При таких приемах обучения, щепок через несколько дней будет и на дворе подавать так же хорошо, как в комнате. так что, продолжая уроки, вы можете вложить в перчатку служащую поноской комок из тряпки, можете бросать набитый мхом мячик, какими обыкновенно играют уличные мальчики, и ученик пойдет за ним, куда вам угодно, и чем дальше вы бросите поноску, тем стремительнее летит он за пей и тем с большим удовольствием приносит ее назад. 

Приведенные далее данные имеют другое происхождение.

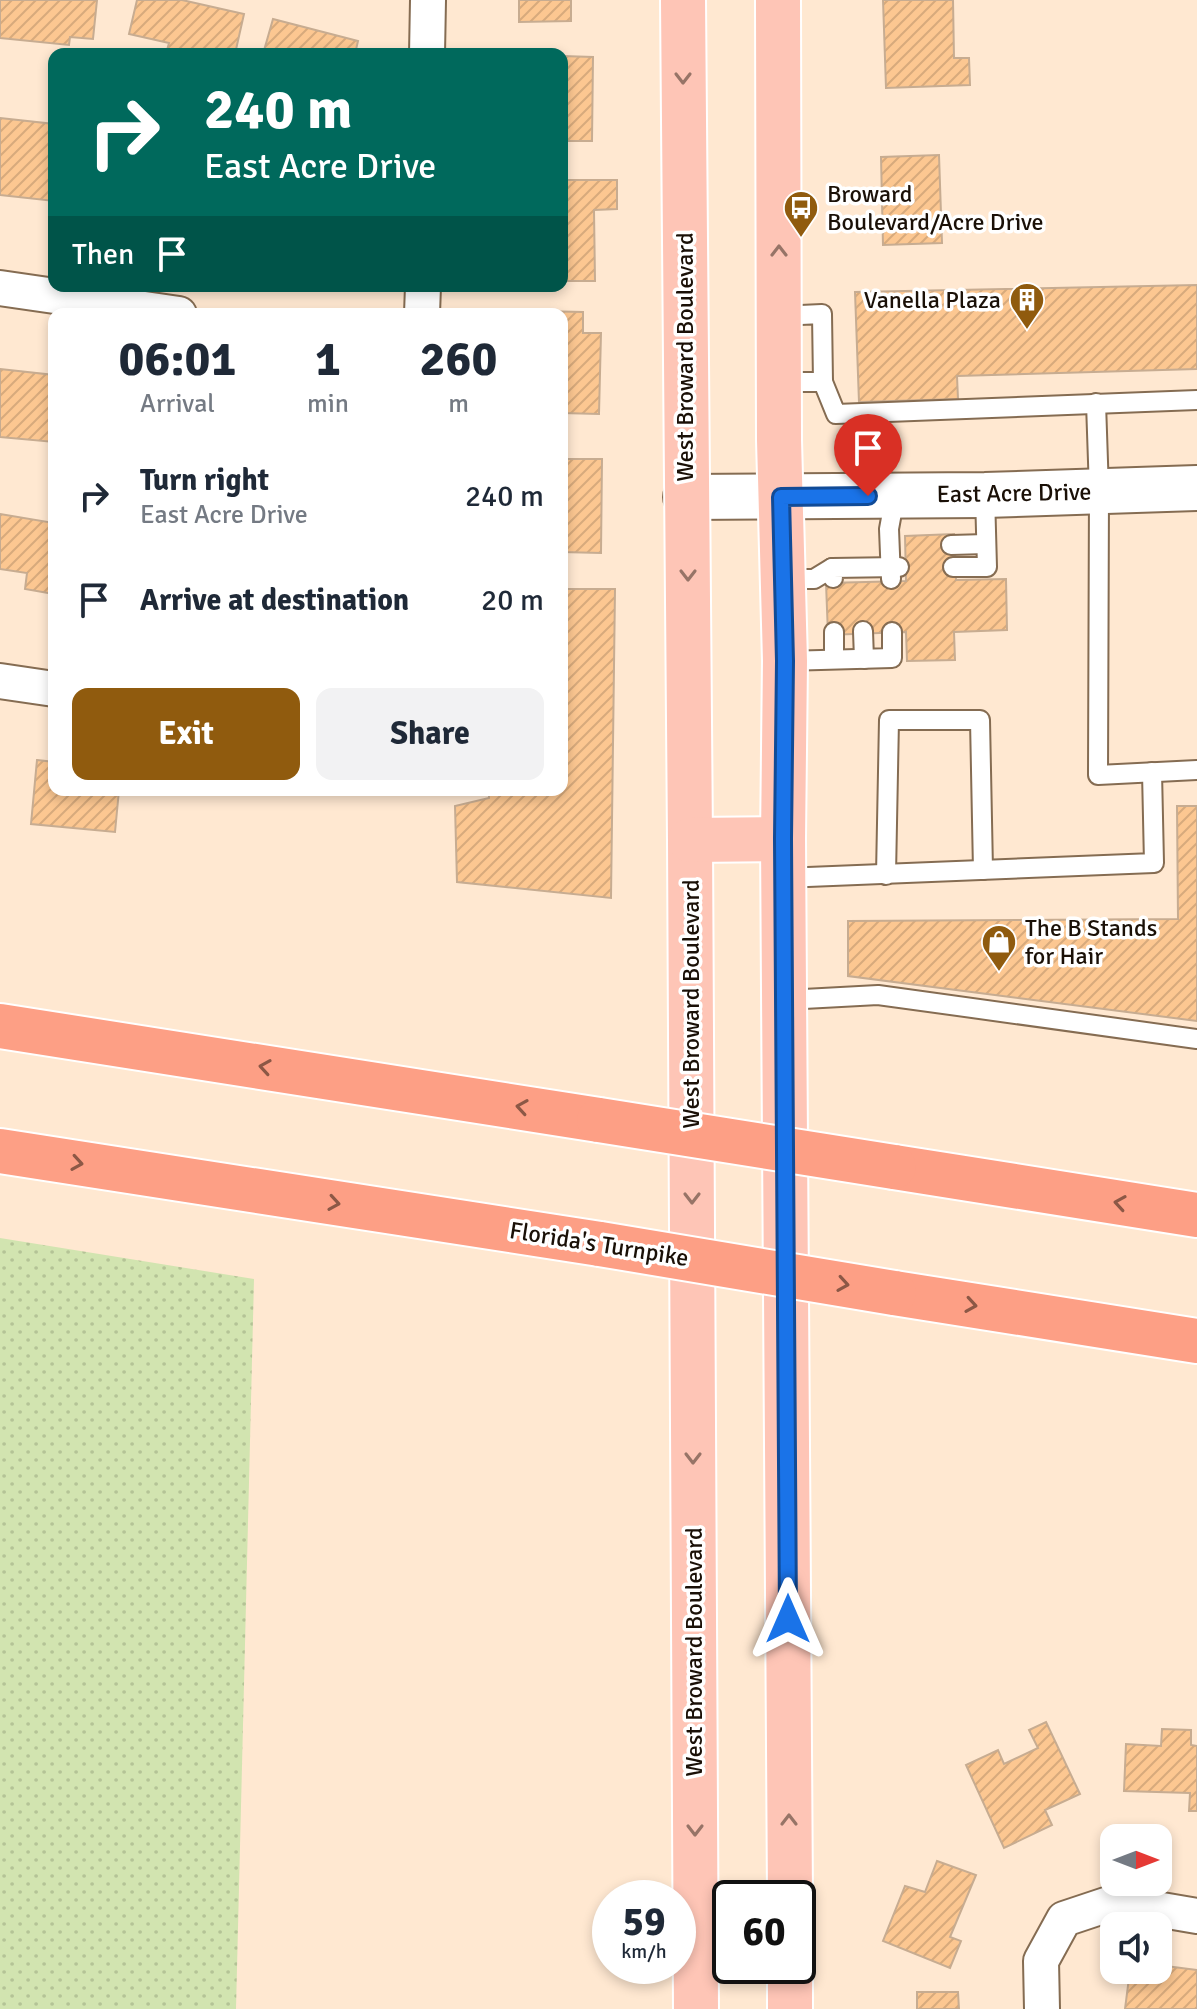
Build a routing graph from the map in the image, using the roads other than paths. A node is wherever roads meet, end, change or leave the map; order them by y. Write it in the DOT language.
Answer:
graph roads {
  1 [pos="428,0"];
  2 [pos="683,0"];
  3 [pos="778,0"];
  4 [pos="427,48"];
  5 [pos="0,288"];
  6 [pos="138,308"];
  7 [pos="779,316"];
  8 [pos="779,382"];
  9 [pos="823,382"];
  10 [pos="1197,400"];
  11 [pos="1096,403"];
  12 [pos="1197,488"];
  13 [pos="1099,491"];
  14 [pos="985,495"];
  15 [pos="895,496"];
  16 [pos="686,497"];
  17 [pos="781,497"];
  18 [pos="986,544"];
  19 [pos="951,545"];
  20 [pos="953,567"];
  21 [pos="782,579"];
  22 [pos="863,631"];
  23 [pos="834,632"];
  24 [pos="892,632"];
  25 [pos="834,659"];
  26 [pos="864,659"];
  27 [pos="785,661"];
  28 [pos="0,681"];
  29 [pos="48,688"];
  30 [pos="1197,770"];
  31 [pos="1152,772"];
  32 [pos="690,840"];
  33 [pos="783,859"];
  34 [pos="983,870"];
  35 [pos="886,875"];
  36 [pos="785,1000"];
  37 [pos="0,1026"];
  38 [pos="1197,1039"];
  39 [pos="0,1151"];
  40 [pos="1197,1215"];
  41 [pos="1197,1341"];
  42 [pos="790,1880"];
  43 [pos="1197,1916"];
  44 [pos="790,1984"];
  45 [pos="696,2009"];
  46 [pos="790,2009"];
  47 [pos="1042,2009"];
  1 -- 4 [label="street"];
  2 -- 16 [label="main road, West Broward Boulevard, one-way"];
  7 -- 3 [label="main road, one-way"];
  5 -- 6 [label="street"];
  7 -- 8 [label="main road"];
  7 -- 9 [label="lane"];
  8 -- 9 [label="lane"];
  8 -- 17 [label="main road"];
  9 -- 11 [label="lane"];
  10 -- 11 [label="lane"];
  11 -- 13 [label="lane"];
  12 -- 13 [label="street, East Acre Drive"];
  13 -- 14 [label="street, East Acre Drive"];
  13 -- 31 [label="lane"];
  14 -- 15 [label="street, East Acre Drive"];
  14 -- 18 [label="lane"];
  15 -- 17 [label="street, East Acre Drive"];
  15 -- 21 [label="lane"];
  16 -- 17 [label="street, East Acre Drive"];
  16 -- 32 [label="main road, West Broward Boulevard, one-way"];
  17 -- 21 [label="main road"];
  18 -- 19 [label="lane"];
  18 -- 20 [label="lane"];
  21 -- 27 [label="main road"];
  22 -- 26 [label="lane"];
  23 -- 25 [label="lane"];
  24 -- 26 [label="lane"];
  25 -- 26 [label="lane"];
  25 -- 27 [label="lane"];
  27 -- 33 [label="main road"];
  28 -- 29 [label="street"];
  30 -- 31 [label="lane"];
  31 -- 34 [label="lane"];
  32 -- 33 [label="main road"];
  32 -- 45 [label="main road, West Broward Boulevard, one-way"];
  33 -- 35 [label="lane"];
  33 -- 36 [label="main road"];
  34 -- 35 [label="lane"];
  34 -- 35 [label="lane"];
  36 -- 38 [label="lane"];
  42 -- 36 [label="main road, one-way"];
  40 -- 37 [label="highway, one-way, bridge"];
  39 -- 41 [label="highway, Florida's Turnpike, one-way, bridge"];
  43 -- 47 [label="street"];
  44 -- 46 [label="main road"];
}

У меня была много лет тому назад молодая собака необыкновенно горячая; она уже отлично понимала все мои приказания, как дома, так и в саду; но лишь только отойдешь бывало с ней подальше от дома – пиши пропало! Сколько я ни заставлял ее бегать, чтоб охладить ее горячность, сколько ни прыгала она на свободе, – но только что я останавливался собираясь приступить к делу, только что вынимал из кармана платок – как все шло прахом, и труд и время. Собака с величайшим удовольствием следила за моими приготовлениями, семенила от нетерпения ногами, казалось, готова была выхватить у меня из рук платок; стремительно кидалась к нему, едва я успевал его бросить, быстро хватала его в зубы и опрометью начинала бегать, мне казалось даже, что она начинала искать. Я звал ее, она прибегала и опять возобновлялось тоже. Эти предварительные приступы по-видимому доставляли ей величайшее наслаждение. Я заставлял ее брать перчатку из моих рук, и она цеплялась за них; я приказывал ей держать перчатку – и она беспрекословно повиновалась; при слове „apporte“ она неподвижно садилась передо мной по всем правилам; но только что я брошу перчатку за несколько шагов от себя, как моя умница ткнется в нее носом, вскинет ее на воздух и без оглядки бросается бежать.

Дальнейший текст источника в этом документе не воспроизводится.